→ **Data provided**:
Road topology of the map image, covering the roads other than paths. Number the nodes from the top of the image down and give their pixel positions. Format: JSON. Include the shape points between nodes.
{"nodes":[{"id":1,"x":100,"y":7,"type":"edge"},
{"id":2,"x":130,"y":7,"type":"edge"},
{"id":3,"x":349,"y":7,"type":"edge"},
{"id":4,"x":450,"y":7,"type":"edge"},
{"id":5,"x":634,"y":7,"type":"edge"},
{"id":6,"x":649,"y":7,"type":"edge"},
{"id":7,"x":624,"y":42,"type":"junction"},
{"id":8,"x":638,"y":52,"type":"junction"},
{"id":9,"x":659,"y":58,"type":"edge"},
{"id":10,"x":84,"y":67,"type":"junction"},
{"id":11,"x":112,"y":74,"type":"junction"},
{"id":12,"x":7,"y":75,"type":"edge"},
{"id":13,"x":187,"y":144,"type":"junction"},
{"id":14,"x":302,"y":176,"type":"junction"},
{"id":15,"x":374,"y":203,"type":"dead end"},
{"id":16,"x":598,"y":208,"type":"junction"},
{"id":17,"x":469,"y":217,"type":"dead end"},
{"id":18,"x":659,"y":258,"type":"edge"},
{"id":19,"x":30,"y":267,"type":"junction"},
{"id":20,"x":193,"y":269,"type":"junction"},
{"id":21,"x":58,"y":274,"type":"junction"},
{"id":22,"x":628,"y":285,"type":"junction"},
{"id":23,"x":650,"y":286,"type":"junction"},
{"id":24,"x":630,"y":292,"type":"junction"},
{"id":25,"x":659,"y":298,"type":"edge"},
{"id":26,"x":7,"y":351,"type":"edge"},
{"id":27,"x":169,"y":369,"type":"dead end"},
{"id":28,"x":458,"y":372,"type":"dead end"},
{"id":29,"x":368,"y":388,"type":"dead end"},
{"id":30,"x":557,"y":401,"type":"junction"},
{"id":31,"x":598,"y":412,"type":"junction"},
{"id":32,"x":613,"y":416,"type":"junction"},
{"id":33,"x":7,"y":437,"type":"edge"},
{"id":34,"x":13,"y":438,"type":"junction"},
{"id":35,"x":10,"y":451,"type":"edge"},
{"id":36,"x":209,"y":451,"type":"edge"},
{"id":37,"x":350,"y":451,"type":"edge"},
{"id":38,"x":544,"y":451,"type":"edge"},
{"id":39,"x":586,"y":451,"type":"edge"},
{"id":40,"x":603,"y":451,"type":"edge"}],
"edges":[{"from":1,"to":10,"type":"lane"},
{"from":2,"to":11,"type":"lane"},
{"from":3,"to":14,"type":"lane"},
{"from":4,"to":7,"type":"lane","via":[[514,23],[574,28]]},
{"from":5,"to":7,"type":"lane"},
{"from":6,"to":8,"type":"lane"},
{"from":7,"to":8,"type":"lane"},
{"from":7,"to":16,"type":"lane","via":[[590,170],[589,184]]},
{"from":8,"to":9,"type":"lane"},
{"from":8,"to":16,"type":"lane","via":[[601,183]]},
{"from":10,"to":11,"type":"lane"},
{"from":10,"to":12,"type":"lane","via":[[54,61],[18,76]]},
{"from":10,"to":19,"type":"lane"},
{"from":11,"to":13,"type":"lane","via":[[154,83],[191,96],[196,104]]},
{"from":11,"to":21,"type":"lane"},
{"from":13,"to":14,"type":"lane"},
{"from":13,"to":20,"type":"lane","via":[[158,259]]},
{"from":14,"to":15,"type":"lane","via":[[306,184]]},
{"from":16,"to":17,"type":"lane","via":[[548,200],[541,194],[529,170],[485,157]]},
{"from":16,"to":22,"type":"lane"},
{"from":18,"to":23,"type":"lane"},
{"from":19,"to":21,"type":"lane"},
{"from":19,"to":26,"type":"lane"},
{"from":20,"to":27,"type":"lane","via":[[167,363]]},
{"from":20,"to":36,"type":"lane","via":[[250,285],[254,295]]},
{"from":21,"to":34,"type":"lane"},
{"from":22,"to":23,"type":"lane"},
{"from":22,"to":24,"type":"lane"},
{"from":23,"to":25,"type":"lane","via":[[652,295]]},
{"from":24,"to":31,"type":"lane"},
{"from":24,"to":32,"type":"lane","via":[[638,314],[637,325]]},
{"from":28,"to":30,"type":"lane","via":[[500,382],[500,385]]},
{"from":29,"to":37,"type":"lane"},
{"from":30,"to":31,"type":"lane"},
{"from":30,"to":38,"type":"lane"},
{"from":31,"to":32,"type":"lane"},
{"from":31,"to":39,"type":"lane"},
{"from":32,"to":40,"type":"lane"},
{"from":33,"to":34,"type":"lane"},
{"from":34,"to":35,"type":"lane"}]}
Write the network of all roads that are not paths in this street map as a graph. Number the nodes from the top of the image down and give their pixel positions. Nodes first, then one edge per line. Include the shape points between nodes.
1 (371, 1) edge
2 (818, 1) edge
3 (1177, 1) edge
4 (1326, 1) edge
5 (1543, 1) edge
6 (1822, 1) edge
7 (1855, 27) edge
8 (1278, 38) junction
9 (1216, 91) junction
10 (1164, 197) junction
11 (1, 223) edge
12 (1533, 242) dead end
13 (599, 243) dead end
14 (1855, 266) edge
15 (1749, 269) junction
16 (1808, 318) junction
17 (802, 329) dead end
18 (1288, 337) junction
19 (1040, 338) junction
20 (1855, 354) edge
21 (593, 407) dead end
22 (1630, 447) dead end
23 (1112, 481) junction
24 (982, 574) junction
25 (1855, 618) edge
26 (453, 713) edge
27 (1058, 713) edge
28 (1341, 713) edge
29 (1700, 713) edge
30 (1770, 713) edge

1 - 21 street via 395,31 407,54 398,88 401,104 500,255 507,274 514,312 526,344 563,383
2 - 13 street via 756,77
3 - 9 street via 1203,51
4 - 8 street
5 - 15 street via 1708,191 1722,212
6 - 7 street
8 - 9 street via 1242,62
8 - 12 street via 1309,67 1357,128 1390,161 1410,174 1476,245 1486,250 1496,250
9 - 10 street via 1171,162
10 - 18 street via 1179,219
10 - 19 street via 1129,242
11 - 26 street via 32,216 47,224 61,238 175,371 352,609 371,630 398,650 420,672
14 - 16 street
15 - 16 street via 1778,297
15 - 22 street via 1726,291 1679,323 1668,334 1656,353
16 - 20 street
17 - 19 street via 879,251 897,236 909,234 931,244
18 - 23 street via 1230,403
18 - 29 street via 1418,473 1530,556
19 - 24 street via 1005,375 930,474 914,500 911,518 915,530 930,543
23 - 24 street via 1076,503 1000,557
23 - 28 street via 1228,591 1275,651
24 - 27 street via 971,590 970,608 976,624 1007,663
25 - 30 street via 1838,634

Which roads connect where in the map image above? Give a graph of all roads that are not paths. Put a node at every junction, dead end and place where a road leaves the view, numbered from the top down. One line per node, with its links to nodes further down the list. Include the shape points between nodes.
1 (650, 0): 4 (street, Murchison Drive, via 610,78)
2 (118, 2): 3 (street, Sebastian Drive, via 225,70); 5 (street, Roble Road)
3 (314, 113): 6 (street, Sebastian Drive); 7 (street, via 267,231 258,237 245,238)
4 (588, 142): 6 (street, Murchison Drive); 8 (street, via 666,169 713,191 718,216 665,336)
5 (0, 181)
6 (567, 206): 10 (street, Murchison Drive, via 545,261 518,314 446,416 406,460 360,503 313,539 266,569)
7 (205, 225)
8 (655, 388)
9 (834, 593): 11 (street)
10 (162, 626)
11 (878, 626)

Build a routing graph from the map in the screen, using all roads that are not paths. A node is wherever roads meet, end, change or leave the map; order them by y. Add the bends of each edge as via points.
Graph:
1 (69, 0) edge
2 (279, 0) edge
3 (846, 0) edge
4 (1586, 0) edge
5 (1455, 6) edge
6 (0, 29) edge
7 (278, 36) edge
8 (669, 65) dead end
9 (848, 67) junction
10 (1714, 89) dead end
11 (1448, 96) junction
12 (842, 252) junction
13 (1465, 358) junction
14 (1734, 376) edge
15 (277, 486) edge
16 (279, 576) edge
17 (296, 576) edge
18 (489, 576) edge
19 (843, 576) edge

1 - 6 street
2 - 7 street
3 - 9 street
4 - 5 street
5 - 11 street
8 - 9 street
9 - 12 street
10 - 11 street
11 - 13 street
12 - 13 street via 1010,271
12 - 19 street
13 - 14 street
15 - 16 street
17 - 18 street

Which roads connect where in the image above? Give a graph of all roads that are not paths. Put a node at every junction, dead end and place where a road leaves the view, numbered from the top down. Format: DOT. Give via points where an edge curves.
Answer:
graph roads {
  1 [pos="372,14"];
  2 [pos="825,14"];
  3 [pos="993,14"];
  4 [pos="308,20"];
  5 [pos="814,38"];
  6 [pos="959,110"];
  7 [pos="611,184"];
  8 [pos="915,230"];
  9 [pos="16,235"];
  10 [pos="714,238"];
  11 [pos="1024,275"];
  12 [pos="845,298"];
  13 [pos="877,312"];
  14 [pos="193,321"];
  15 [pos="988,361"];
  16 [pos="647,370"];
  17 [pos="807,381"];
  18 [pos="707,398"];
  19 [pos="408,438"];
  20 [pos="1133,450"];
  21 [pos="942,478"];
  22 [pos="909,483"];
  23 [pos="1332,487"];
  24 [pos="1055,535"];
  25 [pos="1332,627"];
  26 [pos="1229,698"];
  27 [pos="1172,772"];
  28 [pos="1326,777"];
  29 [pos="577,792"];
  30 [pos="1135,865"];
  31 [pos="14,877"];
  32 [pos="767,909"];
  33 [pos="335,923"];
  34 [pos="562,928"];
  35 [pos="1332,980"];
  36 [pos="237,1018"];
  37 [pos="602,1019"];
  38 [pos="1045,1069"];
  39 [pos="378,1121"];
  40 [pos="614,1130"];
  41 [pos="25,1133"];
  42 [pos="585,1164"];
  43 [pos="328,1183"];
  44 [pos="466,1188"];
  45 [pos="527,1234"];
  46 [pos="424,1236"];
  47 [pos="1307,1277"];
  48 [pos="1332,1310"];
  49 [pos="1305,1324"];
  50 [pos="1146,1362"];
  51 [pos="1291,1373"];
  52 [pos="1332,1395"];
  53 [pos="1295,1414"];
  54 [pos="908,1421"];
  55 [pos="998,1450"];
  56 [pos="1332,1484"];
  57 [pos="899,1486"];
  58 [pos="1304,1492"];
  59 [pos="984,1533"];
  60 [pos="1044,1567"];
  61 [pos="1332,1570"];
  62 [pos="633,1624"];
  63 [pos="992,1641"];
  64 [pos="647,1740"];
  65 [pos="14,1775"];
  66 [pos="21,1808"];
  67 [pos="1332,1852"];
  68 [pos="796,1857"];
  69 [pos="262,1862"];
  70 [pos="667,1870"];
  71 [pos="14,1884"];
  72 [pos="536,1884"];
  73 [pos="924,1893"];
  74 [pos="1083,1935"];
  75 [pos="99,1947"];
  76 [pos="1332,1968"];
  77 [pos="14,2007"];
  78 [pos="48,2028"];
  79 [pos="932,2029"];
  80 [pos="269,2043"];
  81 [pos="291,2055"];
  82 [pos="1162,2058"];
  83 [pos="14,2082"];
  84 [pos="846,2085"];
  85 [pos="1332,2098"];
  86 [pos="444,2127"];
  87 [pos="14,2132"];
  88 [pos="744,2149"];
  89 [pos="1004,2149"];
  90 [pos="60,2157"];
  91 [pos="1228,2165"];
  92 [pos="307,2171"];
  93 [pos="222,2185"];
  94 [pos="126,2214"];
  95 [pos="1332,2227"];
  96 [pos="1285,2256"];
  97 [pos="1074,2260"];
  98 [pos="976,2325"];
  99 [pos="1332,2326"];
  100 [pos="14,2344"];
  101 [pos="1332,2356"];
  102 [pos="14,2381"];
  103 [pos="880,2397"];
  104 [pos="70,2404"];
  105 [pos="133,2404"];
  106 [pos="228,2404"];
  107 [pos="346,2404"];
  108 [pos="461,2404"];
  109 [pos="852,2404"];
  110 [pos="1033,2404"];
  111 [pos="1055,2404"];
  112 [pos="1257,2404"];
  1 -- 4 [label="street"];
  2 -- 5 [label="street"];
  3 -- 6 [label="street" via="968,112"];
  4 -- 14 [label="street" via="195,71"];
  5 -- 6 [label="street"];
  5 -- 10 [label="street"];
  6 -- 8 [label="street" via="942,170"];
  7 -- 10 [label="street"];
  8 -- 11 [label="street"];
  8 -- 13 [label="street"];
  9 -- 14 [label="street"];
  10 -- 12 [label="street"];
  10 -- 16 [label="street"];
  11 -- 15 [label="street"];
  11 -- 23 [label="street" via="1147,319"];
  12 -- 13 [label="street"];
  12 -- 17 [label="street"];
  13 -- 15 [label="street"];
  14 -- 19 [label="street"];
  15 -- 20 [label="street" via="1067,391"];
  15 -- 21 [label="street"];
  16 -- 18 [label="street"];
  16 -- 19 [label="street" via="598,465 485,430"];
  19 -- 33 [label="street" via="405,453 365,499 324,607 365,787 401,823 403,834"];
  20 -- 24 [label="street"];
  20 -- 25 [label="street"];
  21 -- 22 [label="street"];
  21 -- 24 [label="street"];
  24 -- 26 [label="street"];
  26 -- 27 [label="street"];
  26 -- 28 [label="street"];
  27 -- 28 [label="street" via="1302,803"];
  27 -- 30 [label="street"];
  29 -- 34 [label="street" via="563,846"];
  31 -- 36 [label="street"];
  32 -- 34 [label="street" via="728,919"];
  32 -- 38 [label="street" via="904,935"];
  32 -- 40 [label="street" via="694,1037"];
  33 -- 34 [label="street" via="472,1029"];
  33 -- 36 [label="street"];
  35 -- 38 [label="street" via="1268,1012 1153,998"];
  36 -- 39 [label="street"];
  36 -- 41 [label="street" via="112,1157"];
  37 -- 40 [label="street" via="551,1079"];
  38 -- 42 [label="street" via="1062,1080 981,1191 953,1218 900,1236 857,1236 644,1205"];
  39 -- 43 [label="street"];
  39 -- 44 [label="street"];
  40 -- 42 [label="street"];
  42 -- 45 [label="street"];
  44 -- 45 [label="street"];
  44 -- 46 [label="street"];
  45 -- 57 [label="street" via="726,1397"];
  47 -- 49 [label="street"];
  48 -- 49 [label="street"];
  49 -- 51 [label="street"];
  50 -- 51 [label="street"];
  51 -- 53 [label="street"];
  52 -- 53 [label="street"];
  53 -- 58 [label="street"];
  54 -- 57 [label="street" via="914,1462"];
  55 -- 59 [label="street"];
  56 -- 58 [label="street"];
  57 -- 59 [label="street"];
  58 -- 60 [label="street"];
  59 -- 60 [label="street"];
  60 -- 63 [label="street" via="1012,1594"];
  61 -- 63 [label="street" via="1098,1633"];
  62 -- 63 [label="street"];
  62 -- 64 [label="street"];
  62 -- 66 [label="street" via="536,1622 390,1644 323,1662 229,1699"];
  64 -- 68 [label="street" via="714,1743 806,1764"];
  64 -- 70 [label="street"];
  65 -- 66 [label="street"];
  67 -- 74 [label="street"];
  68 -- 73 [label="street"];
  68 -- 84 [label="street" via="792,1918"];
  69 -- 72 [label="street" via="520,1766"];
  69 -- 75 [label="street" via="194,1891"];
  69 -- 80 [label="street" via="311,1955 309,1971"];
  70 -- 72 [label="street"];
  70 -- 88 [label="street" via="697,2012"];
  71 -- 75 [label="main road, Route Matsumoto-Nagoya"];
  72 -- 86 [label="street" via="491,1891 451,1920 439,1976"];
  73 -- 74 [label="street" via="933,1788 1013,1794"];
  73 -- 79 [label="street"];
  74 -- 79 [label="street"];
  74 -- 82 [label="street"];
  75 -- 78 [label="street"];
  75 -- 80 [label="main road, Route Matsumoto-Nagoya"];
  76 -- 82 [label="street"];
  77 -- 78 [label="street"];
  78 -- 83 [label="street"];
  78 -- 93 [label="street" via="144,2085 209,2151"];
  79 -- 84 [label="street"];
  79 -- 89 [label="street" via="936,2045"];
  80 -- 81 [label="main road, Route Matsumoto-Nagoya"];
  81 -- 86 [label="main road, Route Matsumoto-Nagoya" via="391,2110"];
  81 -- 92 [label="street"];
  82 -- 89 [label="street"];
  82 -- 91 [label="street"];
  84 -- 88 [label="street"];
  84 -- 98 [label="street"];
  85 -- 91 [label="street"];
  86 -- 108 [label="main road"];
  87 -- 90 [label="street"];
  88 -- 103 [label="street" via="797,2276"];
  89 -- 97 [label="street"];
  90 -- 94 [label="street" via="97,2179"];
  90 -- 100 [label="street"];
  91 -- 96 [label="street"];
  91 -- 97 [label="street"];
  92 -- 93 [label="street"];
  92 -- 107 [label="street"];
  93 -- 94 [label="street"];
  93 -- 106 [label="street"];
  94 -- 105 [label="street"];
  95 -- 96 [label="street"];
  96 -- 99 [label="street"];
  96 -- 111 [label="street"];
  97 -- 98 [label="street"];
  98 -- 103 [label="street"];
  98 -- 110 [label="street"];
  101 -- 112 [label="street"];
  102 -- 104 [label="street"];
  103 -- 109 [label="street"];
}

→ **Your task**:
Return each line of the material above that holds the string "down".

→ **Solution to this problem**:
Road topology of the map image, covering the roads other than paths. Number the nodes from the top of the image down and give their pixel positions. Format: JSON. Include the shape points between nodes.
Write the network of all roads that are not paths in this street map as a graph. Number the nodes from the top of the image down and give their pixel positions. Nodes first, then one edge per line. Include the shape points between nodes.
Which roads connect where in the map image above? Give a graph of all roads that are not paths. Put a node at every junction, dead end and place where a road leaves the view, numbered from the top down. One line per node, with its links to nodes further down the list. Include the shape points between nodes.
Which roads connect where in the image above? Give a graph of all roads that are not paths. Put a node at every junction, dead end and place where a road leaves the view, numbered from the top down. Format: DOT. Give via points where an edge curves.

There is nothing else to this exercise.